Dataset entries
▶

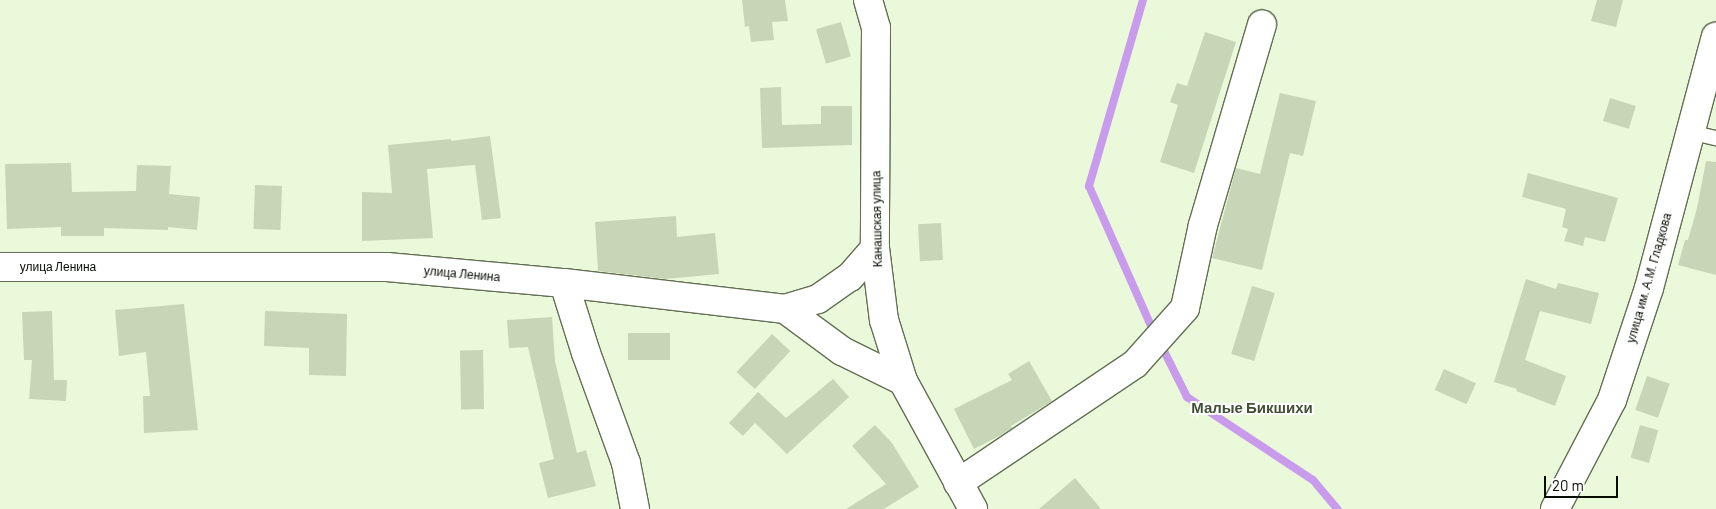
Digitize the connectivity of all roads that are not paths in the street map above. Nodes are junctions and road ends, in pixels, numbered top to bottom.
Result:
1 (868, 0) edge
2 (1262, 24) dead end
3 (1716, 37) edge
4 (1689, 132) junction
5 (1716, 138) edge
6 (875, 248) junction
7 (0, 267) edge
8 (564, 283) junction
9 (785, 309) junction
10 (903, 381) junction
11 (958, 483) junction
12 (635, 509) edge
13 (972, 509) edge
14 (1555, 509) edge

1 - 6 street, Канашская улица
2 - 11 street
3 - 4 street, улица им. А.М. Гладкова
4 - 5 lane
4 - 14 street, улица им. А.М. Гладкова
6 - 9 street
6 - 10 street, Канашская улица
7 - 8 street, улица Ленина
8 - 9 street, улица Ленина
8 - 12 street
9 - 10 street, улица Ленина
10 - 11 street, Канашская улица
11 - 13 street, Канашская улица

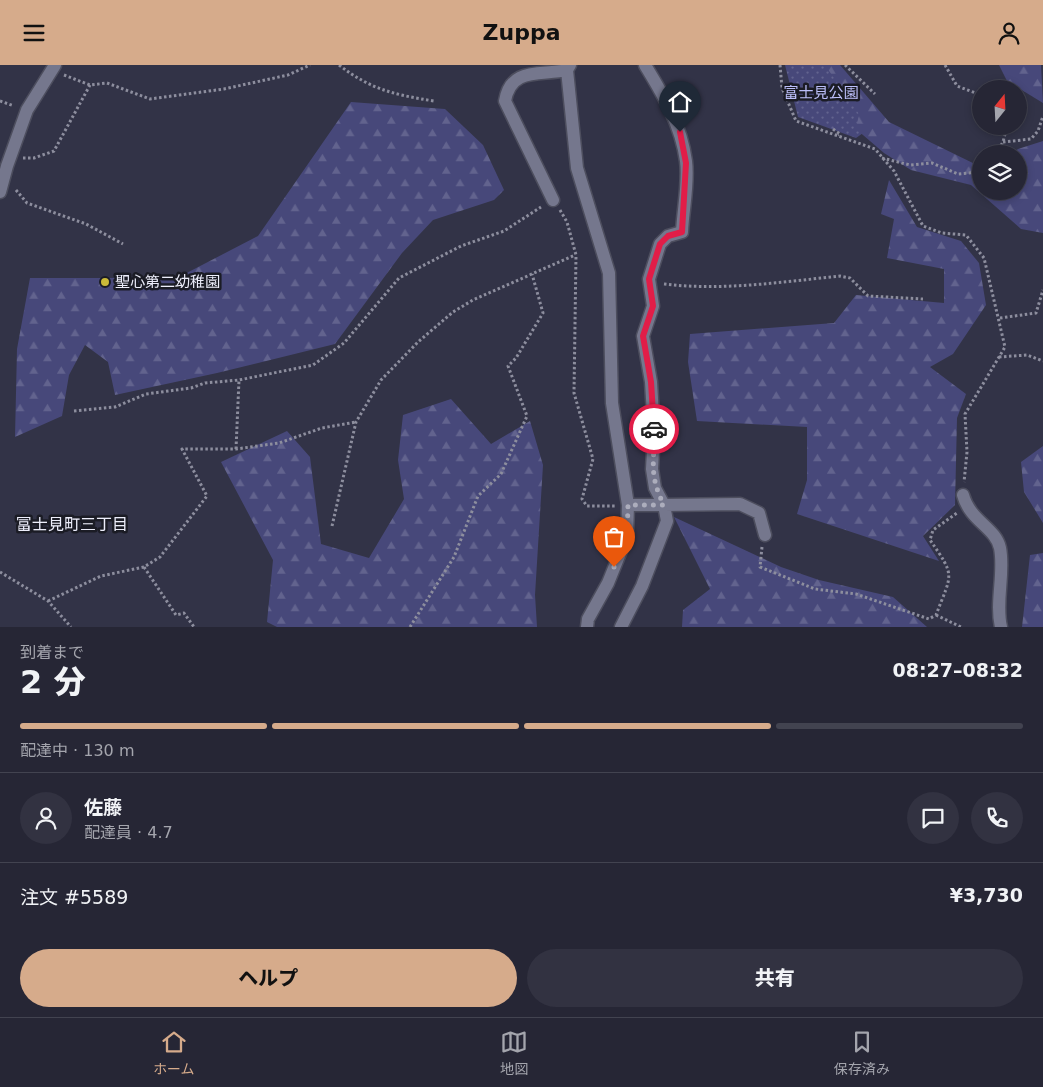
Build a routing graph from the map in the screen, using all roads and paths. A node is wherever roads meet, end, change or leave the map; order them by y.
1 (310, 65) edge
2 (339, 65) edge
3 (646, 65) edge
4 (780, 65) edge
5 (844, 65) edge
6 (945, 65) edge
7 (55, 66) edge
8 (569, 68) edge
9 (90, 85) junction
10 (972, 92) edge
11 (875, 95) dead end
12 (434, 101) dead end
13 (1043, 116) edge
14 (833, 129) dead end
15 (835, 135) junction
16 (1005, 135) edge
17 (1003, 142) junction
18 (1001, 145) edge
19 (882, 158) junction
20 (8, 162) junction
21 (972, 173) edge
22 (0, 193) edge
23 (552, 200) junction
24 (123, 244) dead end
25 (576, 255) junction
26 (532, 273) junction
27 (649, 279) junction
28 (1043, 290) edge
29 (923, 299) dead end
30 (1000, 318) junction
31 (999, 357) junction
32 (1043, 361) edge
33 (239, 380) junction
34 (74, 411) dead end
35 (356, 422) junction
36 (236, 449) junction
37 (964, 501) junction
38 (628, 505) junction
39 (664, 505) junction
40 (332, 526) dead end
41 (765, 535) joint
42 (144, 567) junction
43 (0, 572) edge
44 (48, 601) junction
45 (936, 615) junction
46 (998, 625) edge
47 (71, 627) edge
48 (194, 627) edge
49 (410, 627) edge
50 (587, 627) edge
51 (621, 627) edge
52 (962, 627) edge

1 - 9 path
2 - 12 path
3 - 27 street
4 - 15 path
5 - 11 path
6 - 10 path
7 - 9 path
7 - 20 street
8 - 23 street
8 - 38 street
9 - 20 path
13 - 17 path
14 - 15 path
15 - 19 path
16 - 17 path
17 - 18 path
19 - 21 path
19 - 30 path
20 - 22 street
20 - 24 path
23 - 25 path
23 - 33 path
25 - 26 path
25 - 38 path
26 - 35 path
26 - 49 path
27 - 29 path
27 - 39 street
28 - 30 path
30 - 31 path
31 - 32 path
31 - 37 path
33 - 34 path
33 - 36 path
35 - 36 path
35 - 40 path
36 - 42 path
37 - 45 path
37 - 46 street
38 - 39 street
38 - 50 street
39 - 41 street
39 - 51 street
41 - 45 path
42 - 44 path
42 - 48 path
43 - 44 path
44 - 47 path
45 - 52 path

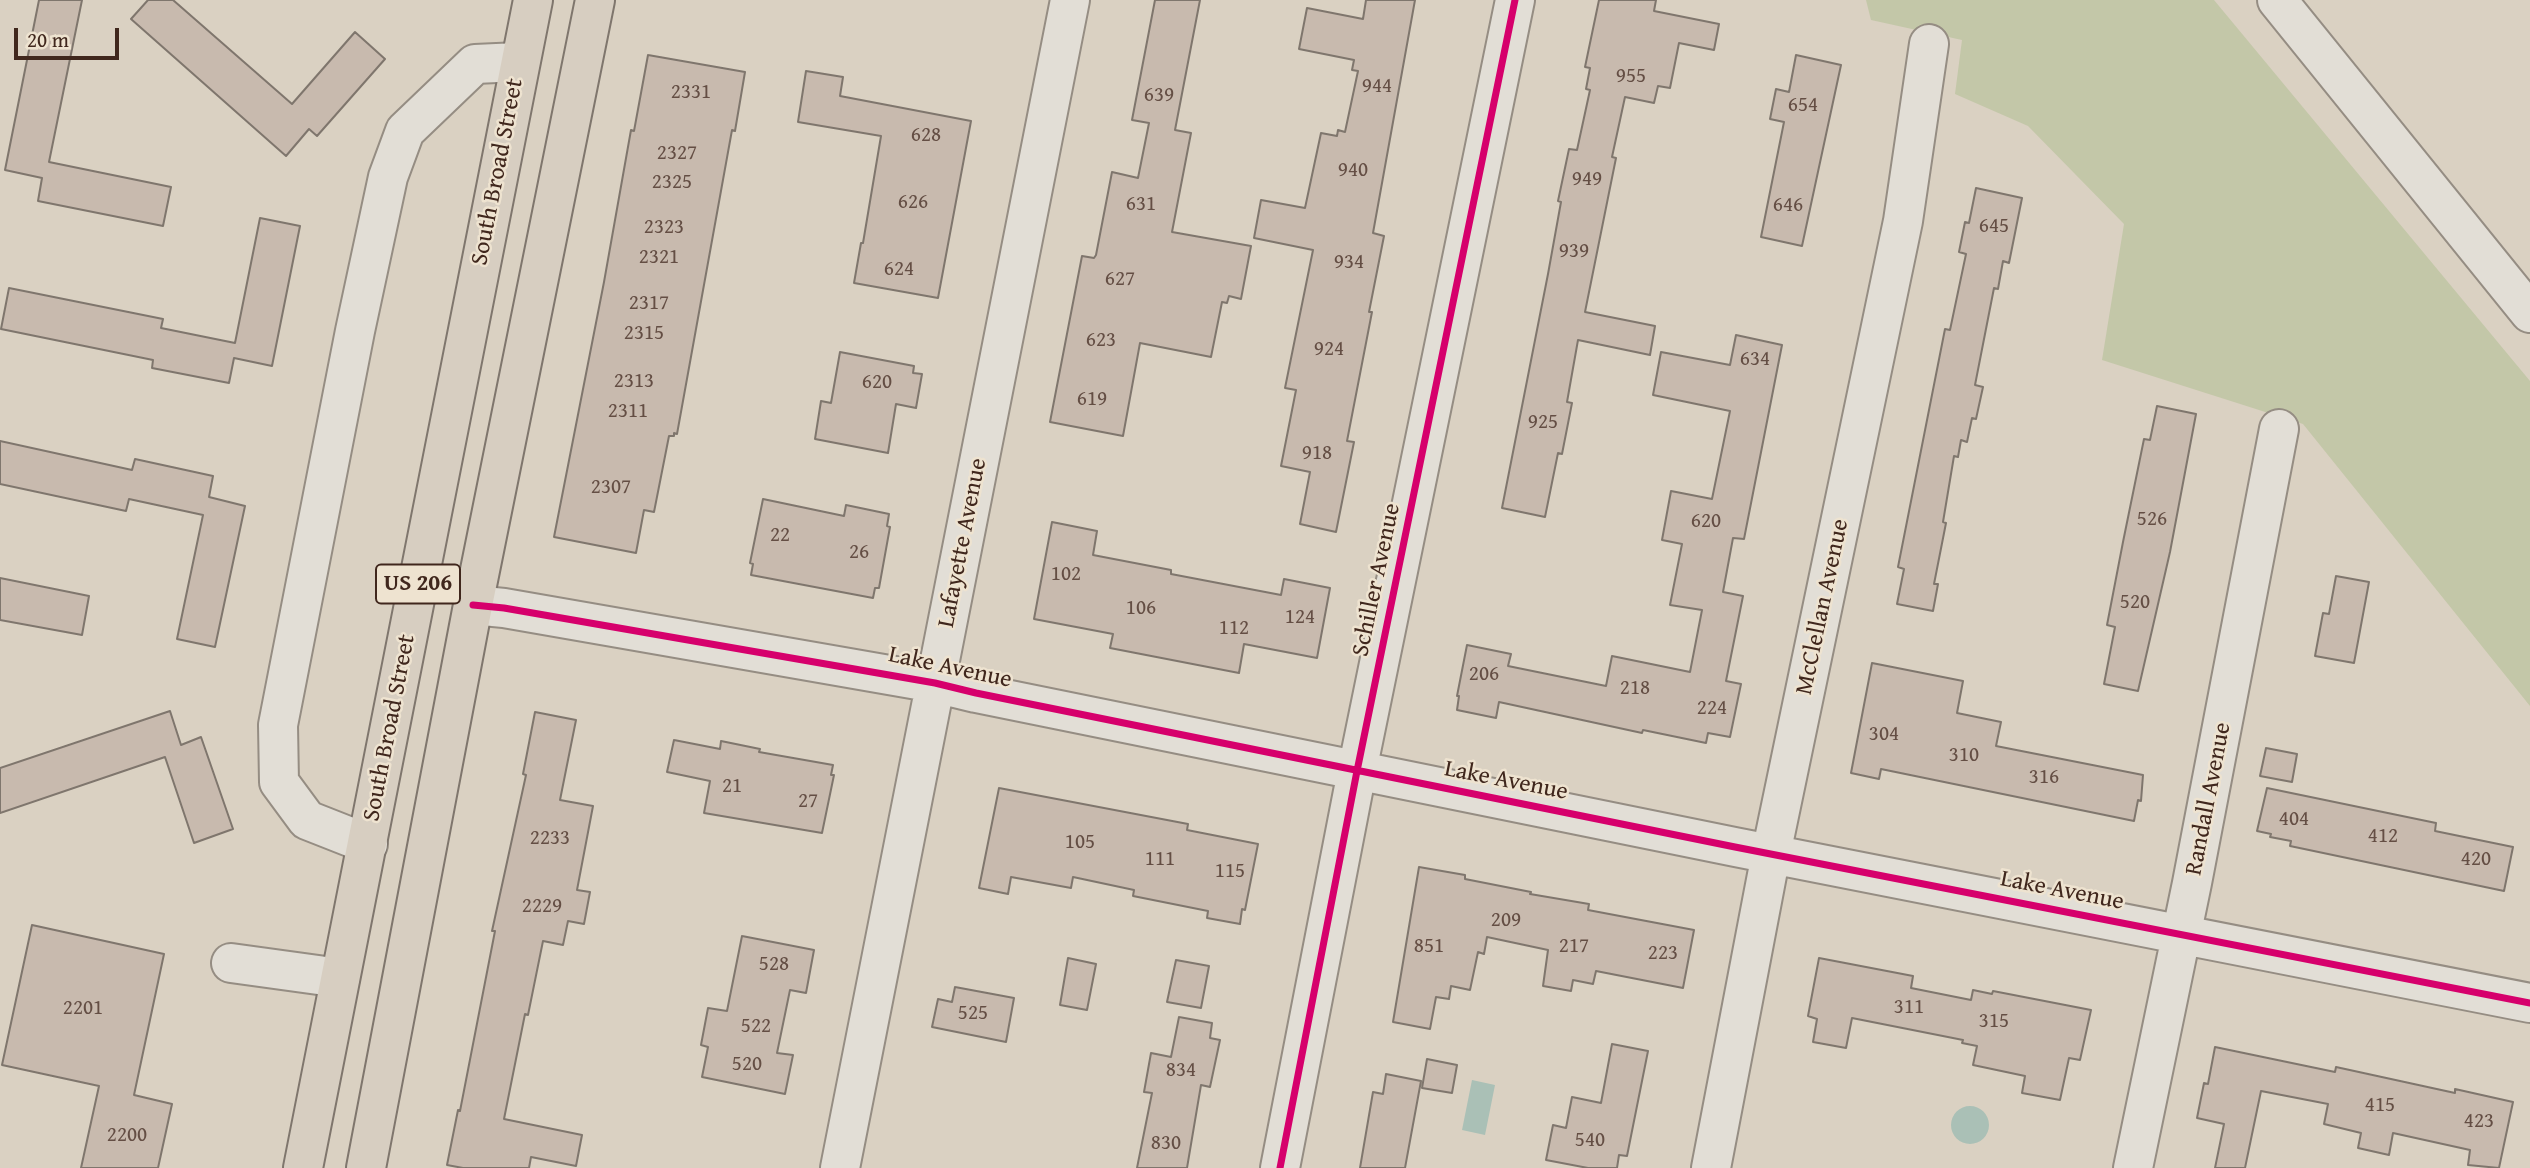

◀

● **INSTRUCTIONS FOR THE TASK**: Omit the pictures and write out the remaining data exactly.

● **OUTPUT BELOW**:
Digitize the connectivity of all roads that are not paths in the street map above. Nodes are junctions and road ends, in pixels, numbered top to bottom.
Result:
1 (868, 0) edge
2 (1262, 24) dead end
3 (1716, 37) edge
4 (1689, 132) junction
5 (1716, 138) edge
6 (875, 248) junction
7 (0, 267) edge
8 (564, 283) junction
9 (785, 309) junction
10 (903, 381) junction
11 (958, 483) junction
12 (635, 509) edge
13 (972, 509) edge
14 (1555, 509) edge

1 - 6 street, Канашская улица
2 - 11 street
3 - 4 street, улица им. А.М. Гладкова
4 - 5 lane
4 - 14 street, улица им. А.М. Гладкова
6 - 9 street
6 - 10 street, Канашская улица
7 - 8 street, улица Ленина
8 - 9 street, улица Ленина
8 - 12 street
9 - 10 street, улица Ленина
10 - 11 street, Канашская улица
11 - 13 street, Канашская улица

Build a routing graph from the map in the screen, using all roads and paths. A node is wherever roads meet, end, change or leave the map; order them by y.
1 (310, 65) edge
2 (339, 65) edge
3 (646, 65) edge
4 (780, 65) edge
5 (844, 65) edge
6 (945, 65) edge
7 (55, 66) edge
8 (569, 68) edge
9 (90, 85) junction
10 (972, 92) edge
11 (875, 95) dead end
12 (434, 101) dead end
13 (1043, 116) edge
14 (833, 129) dead end
15 (835, 135) junction
16 (1005, 135) edge
17 (1003, 142) junction
18 (1001, 145) edge
19 (882, 158) junction
20 (8, 162) junction
21 (972, 173) edge
22 (0, 193) edge
23 (552, 200) junction
24 (123, 244) dead end
25 (576, 255) junction
26 (532, 273) junction
27 (649, 279) junction
28 (1043, 290) edge
29 (923, 299) dead end
30 (1000, 318) junction
31 (999, 357) junction
32 (1043, 361) edge
33 (239, 380) junction
34 (74, 411) dead end
35 (356, 422) junction
36 (236, 449) junction
37 (964, 501) junction
38 (628, 505) junction
39 (664, 505) junction
40 (332, 526) dead end
41 (765, 535) joint
42 (144, 567) junction
43 (0, 572) edge
44 (48, 601) junction
45 (936, 615) junction
46 (998, 625) edge
47 (71, 627) edge
48 (194, 627) edge
49 (410, 627) edge
50 (587, 627) edge
51 (621, 627) edge
52 (962, 627) edge

1 - 9 path
2 - 12 path
3 - 27 street
4 - 15 path
5 - 11 path
6 - 10 path
7 - 9 path
7 - 20 street
8 - 23 street
8 - 38 street
9 - 20 path
13 - 17 path
14 - 15 path
15 - 19 path
16 - 17 path
17 - 18 path
19 - 21 path
19 - 30 path
20 - 22 street
20 - 24 path
23 - 25 path
23 - 33 path
25 - 26 path
25 - 38 path
26 - 35 path
26 - 49 path
27 - 29 path
27 - 39 street
28 - 30 path
30 - 31 path
31 - 32 path
31 - 37 path
33 - 34 path
33 - 36 path
35 - 36 path
35 - 40 path
36 - 42 path
37 - 45 path
37 - 46 street
38 - 39 street
38 - 50 street
39 - 41 street
39 - 51 street
41 - 45 path
42 - 44 path
42 - 48 path
43 - 44 path
44 - 47 path
45 - 52 path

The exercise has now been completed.